Paul answers what it means to offer your life to God in a single, startling sentence: "Present your bodies as a living sacrifice, holy and acceptable to God, which is your reasonable service" (Romans 12:1). The word translated as "reasonable" is "logikēn," meaning logical, rational, or fitting. Given everything God has done, offering yourself fully to Him simply makes sense.
That verse shaped an entire life's work.
Wilhelmus à Brakel spent his ministry asking one question: If Christian doctrine is true, why doesn't it change us more? His answer was not to soften the doctrine; it was to show, with extraordinary pastoral care, how every truth of Scripture connects directly to how we walk, pray, struggle, and love. The result was The Christian's Reasonable Service, a four-volume masterpiece that has guided Reformed believers for more than three centuries.

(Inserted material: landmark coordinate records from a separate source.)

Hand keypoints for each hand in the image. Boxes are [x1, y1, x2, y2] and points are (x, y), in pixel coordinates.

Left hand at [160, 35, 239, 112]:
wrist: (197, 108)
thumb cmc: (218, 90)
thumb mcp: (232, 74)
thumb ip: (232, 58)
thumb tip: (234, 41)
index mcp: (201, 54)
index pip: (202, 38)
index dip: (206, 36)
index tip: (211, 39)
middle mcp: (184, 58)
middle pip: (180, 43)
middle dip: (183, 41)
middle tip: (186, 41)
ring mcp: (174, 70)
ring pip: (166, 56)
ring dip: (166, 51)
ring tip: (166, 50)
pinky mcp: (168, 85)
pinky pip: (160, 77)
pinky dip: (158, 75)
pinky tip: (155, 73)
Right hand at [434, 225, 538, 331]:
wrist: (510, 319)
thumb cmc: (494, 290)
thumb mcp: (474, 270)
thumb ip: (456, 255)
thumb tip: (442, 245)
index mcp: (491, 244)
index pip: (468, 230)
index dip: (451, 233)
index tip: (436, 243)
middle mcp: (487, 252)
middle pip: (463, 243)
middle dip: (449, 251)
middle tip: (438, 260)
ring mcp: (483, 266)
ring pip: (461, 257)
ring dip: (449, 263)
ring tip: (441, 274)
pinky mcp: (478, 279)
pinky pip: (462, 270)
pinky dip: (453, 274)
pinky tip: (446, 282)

The Movement That Shaped Him
The Dutch Second Reformation (Nadere Reformatie) was not a reaction against the first Reformation but a deepening of it. By the mid-seventeenth century, doctrinal battles were largely settled, but a concern was growing: correct doctrine was not producing transformed lives. Churches were orthodox. Christians were spiritually cold.

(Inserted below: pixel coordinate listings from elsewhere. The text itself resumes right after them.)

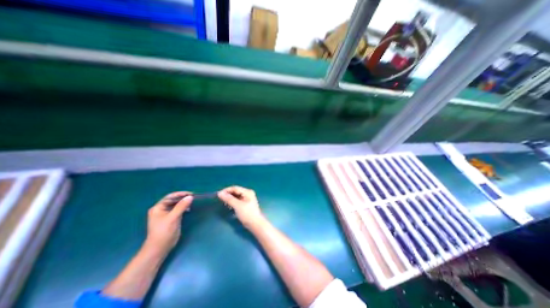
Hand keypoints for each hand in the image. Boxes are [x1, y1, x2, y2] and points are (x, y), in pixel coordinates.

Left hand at [144, 191, 192, 256]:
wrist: (160, 248)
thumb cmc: (164, 232)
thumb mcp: (173, 218)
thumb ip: (181, 206)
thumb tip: (190, 197)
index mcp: (158, 208)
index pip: (170, 197)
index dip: (180, 194)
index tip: (191, 193)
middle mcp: (161, 209)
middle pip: (173, 200)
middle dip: (183, 198)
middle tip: (193, 197)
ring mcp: (167, 214)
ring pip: (177, 204)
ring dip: (184, 202)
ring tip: (192, 202)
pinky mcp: (172, 218)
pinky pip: (178, 209)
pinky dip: (184, 207)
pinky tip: (189, 209)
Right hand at [218, 185, 263, 228]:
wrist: (255, 224)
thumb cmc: (247, 214)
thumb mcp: (237, 205)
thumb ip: (229, 199)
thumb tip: (220, 193)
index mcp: (247, 192)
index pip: (235, 188)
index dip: (226, 190)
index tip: (218, 194)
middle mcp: (248, 193)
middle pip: (236, 191)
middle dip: (228, 194)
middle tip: (220, 199)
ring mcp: (247, 198)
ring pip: (236, 196)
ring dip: (229, 198)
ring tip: (223, 202)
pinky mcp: (246, 204)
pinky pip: (237, 200)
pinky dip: (232, 201)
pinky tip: (229, 205)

À Brakel (1635–1711) insisted the problem was not too much doctrine but doctrine that had not been internalized. Theology had to become experiential, moving from the lecture hall to the heart. He published The Christian's Reasonable Service in 1700 as a summa of a lifetime's pastoral work. It became an immediate classic, going through roughly twenty editions in the Netherlands alone.

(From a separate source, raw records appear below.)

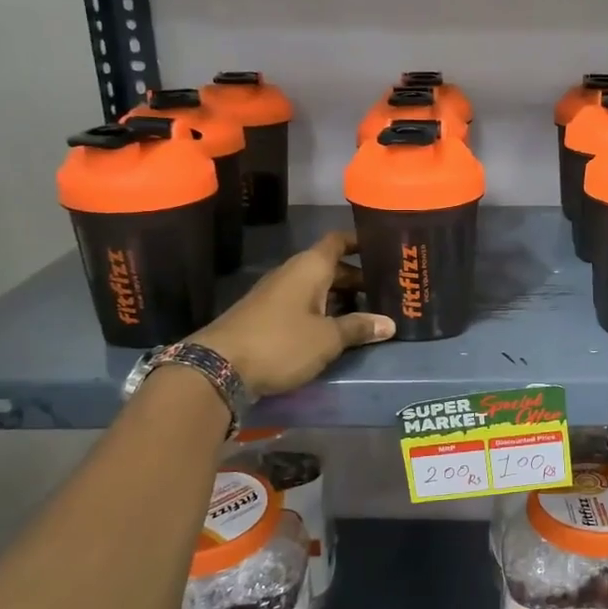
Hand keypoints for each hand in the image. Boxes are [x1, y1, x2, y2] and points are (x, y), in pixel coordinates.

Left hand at [189, 232, 393, 398]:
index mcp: (309, 267)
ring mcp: (277, 295)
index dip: (360, 241)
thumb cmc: (281, 342)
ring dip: (341, 298)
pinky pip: (304, 305)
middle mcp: (293, 274)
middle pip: (331, 267)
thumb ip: (358, 328)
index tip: (384, 248)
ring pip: (317, 288)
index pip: (338, 241)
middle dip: (358, 278)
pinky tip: (337, 330)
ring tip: (369, 314)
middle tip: (387, 292)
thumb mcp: (327, 338)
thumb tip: (389, 323)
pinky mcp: (267, 316)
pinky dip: (323, 312)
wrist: (219, 367)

A Method That Doesn't Let You Off the Hook
What makes the work distinctive is its consistent pattern: à Brakel states each doctrine, grounds it exegetically in Scripture, defends it against objections, and then without exception applies it to the Christian life.
His treatment of God's omniscience asks the following: How does it change how you pray, knowing God already knows your need? His treatment of predestination asks, "How does confidence in sovereign election comfort you in spiritual struggle?" You cannot engage his work and remain a detached observer. The theology reaches into your life and demands a response.
What the Four Volumes Cover
- Volume 1 — The knowledge and attributes of God, the Trinity, creation, sin, and the covenant of grace, culminating in the person and work of Christ.
- Volume 2 — The application of redemption: regeneration, faith, justification, adoption, and the sacraments.
- Volume 3—The Christian life directly: holiness, the Ten Commandments, prayer, contentment, and self-denial. Widely considered one of the finest treatments of Christian ethics available.
- Volume 4 — The deeper disciplines and ultimate horizon: spiritual warfare, perseverance, death, resurrection, and eternal glory, written with a sense of real urgency by a man who believed every word.